§ YOUR TASK: Everything except the pictures should be printed exactly as it appears in the records.

*** RECORDS SHOWN ***

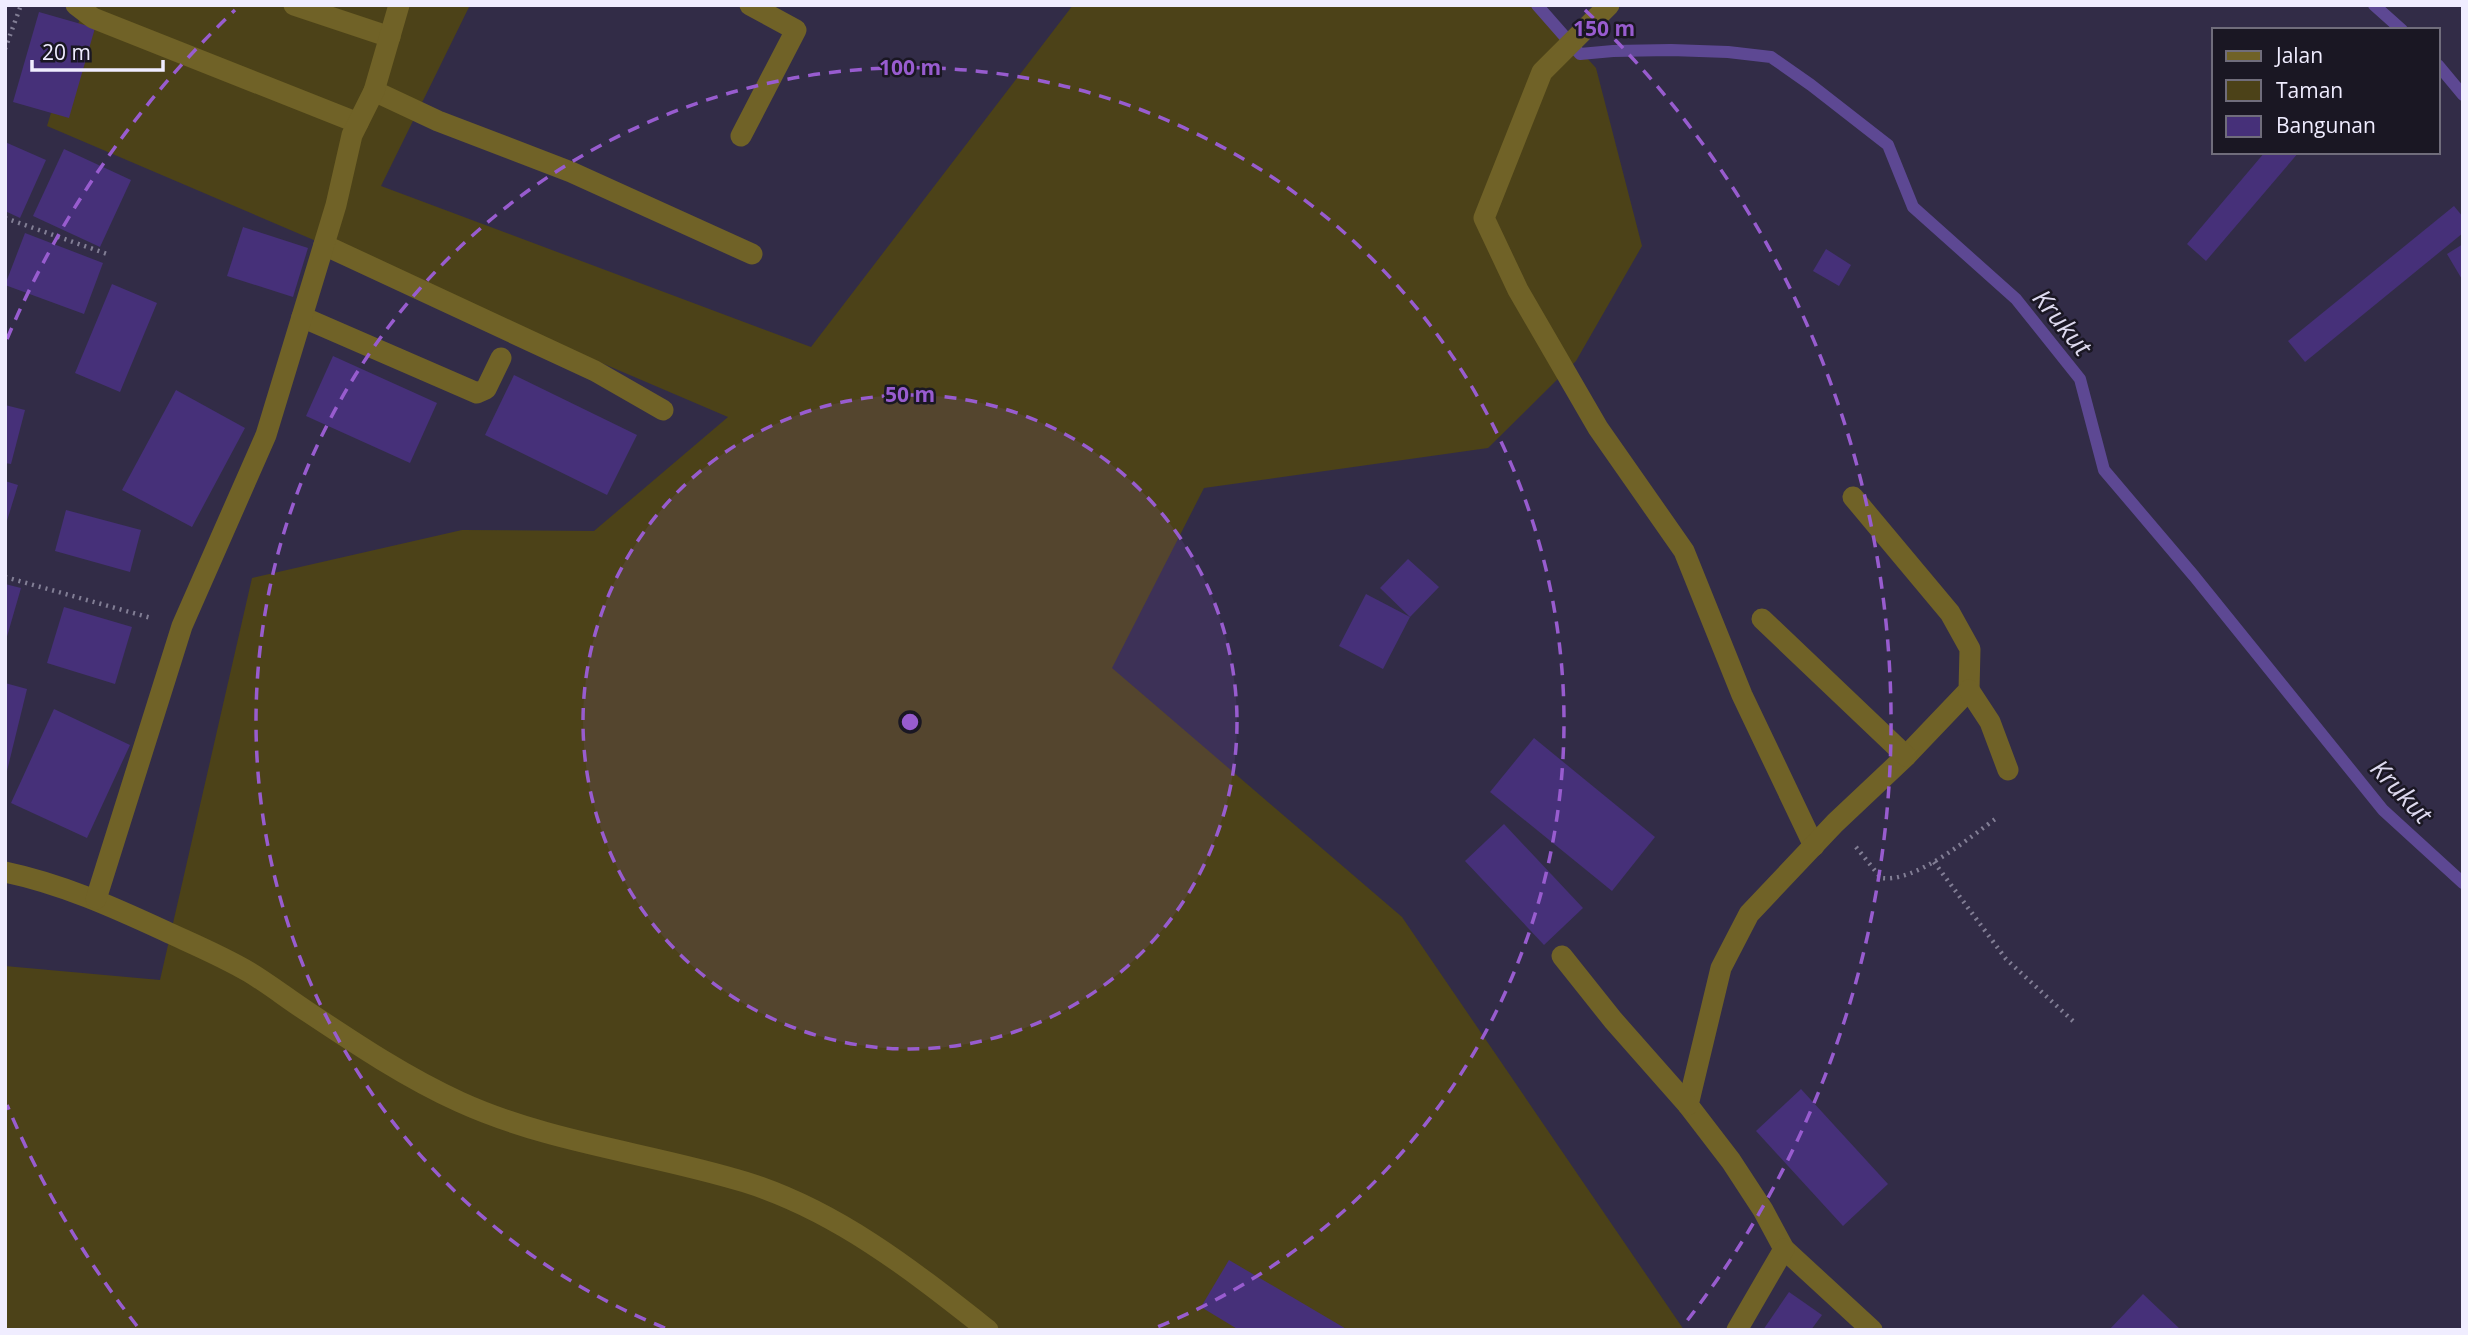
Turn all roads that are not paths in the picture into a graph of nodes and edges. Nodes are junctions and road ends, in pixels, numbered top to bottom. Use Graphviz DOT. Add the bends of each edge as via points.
graph roads {
  1 [pos="76,5"];
  2 [pos="294,5"];
  3 [pos="399,5"];
  4 [pos="750,5"];
  5 [pos="1609,5"];
  6 [pos="390,37"];
  7 [pos="374,90"];
  8 [pos="358,123"];
  9 [pos="741,136"];
  10 [pos="324,245"];
  11 [pos="751,254"];
  12 [pos="302,317"];
  13 [pos="501,358"];
  14 [pos="663,410"];
  15 [pos="1853,497"];
  16 [pos="1762,619"];
  17 [pos="1969,690"];
  18 [pos="1906,756"];
  19 [pos="2008,770"];
  20 [pos="1814,846"];
  21 [pos="5,872"];
  22 [pos="96,900"];
  23 [pos="1562,956"];
  24 [pos="1688,1105"];
  25 [pos="1784,1249"];
  26 [pos="988,1330"];
  27 [pos="1737,1330"];
  28 [pos="1872,1330"];
  1 -- 8 [label="street" via="105,22"];
  2 -- 6 [label="street"];
  3 -- 6 [label="street"];
  4 -- 9 [label="street" via="796,30"];
  5 -- 20 [label="street" via="1542,72 1484,218 1518,290 1598,428 1684,551 1742,695"];
  6 -- 7 [label="street"];
  7 -- 8 [label="street"];
  7 -- 11 [label="street"];
  8 -- 10 [label="street"];
  10 -- 12 [label="street"];
  10 -- 14 [label="street" via="595,371"];
  12 -- 13 [label="street" via="477,393 486,389"];
  12 -- 22 [label="street" via="266,435 182,626"];
  15 -- 17 [label="street" via="1950,613 1970,649"];
  16 -- 18 [label="street"];
  17 -- 18 [label="street"];
  17 -- 19 [label="street" via="1990,722"];
  18 -- 20 [label="street"];
  20 -- 24 [label="street" via="1749,914 1721,968"];
  21 -- 22 [label="street"];
  22 -- 26 [label="street" via="250,972 337,1032 459,1101 544,1132 746,1182 822,1214 899,1261"];
  23 -- 24 [label="street"];
  24 -- 25 [label="street" via="1731,1161"];
  25 -- 27 [label="street"];
  25 -- 28 [label="street"];
}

*** End of RECORDS SHOWN ***

§ COMPLETED TASK:
Turn all roads that are not paths in the picture into a graph of nodes and edges. Nodes are junctions and road ends, in pixels, numbered top to bottom. Use Graphviz DOT. Add the bends of each edge as via points.
graph roads {
  1 [pos="76,5"];
  2 [pos="294,5"];
  3 [pos="399,5"];
  4 [pos="750,5"];
  5 [pos="1609,5"];
  6 [pos="390,37"];
  7 [pos="374,90"];
  8 [pos="358,123"];
  9 [pos="741,136"];
  10 [pos="324,245"];
  11 [pos="751,254"];
  12 [pos="302,317"];
  13 [pos="501,358"];
  14 [pos="663,410"];
  15 [pos="1853,497"];
  16 [pos="1762,619"];
  17 [pos="1969,690"];
  18 [pos="1906,756"];
  19 [pos="2008,770"];
  20 [pos="1814,846"];
  21 [pos="5,872"];
  22 [pos="96,900"];
  23 [pos="1562,956"];
  24 [pos="1688,1105"];
  25 [pos="1784,1249"];
  26 [pos="988,1330"];
  27 [pos="1737,1330"];
  28 [pos="1872,1330"];
  1 -- 8 [label="street" via="105,22"];
  2 -- 6 [label="street"];
  3 -- 6 [label="street"];
  4 -- 9 [label="street" via="796,30"];
  5 -- 20 [label="street" via="1542,72 1484,218 1518,290 1598,428 1684,551 1742,695"];
  6 -- 7 [label="street"];
  7 -- 8 [label="street"];
  7 -- 11 [label="street"];
  8 -- 10 [label="street"];
  10 -- 12 [label="street"];
  10 -- 14 [label="street" via="595,371"];
  12 -- 13 [label="street" via="477,393 486,389"];
  12 -- 22 [label="street" via="266,435 182,626"];
  15 -- 17 [label="street" via="1950,613 1970,649"];
  16 -- 18 [label="street"];
  17 -- 18 [label="street"];
  17 -- 19 [label="street" via="1990,722"];
  18 -- 20 [label="street"];
  20 -- 24 [label="street" via="1749,914 1721,968"];
  21 -- 22 [label="street"];
  22 -- 26 [label="street" via="250,972 337,1032 459,1101 544,1132 746,1182 822,1214 899,1261"];
  23 -- 24 [label="street"];
  24 -- 25 [label="street" via="1731,1161"];
  25 -- 27 [label="street"];
  25 -- 28 [label="street"];
}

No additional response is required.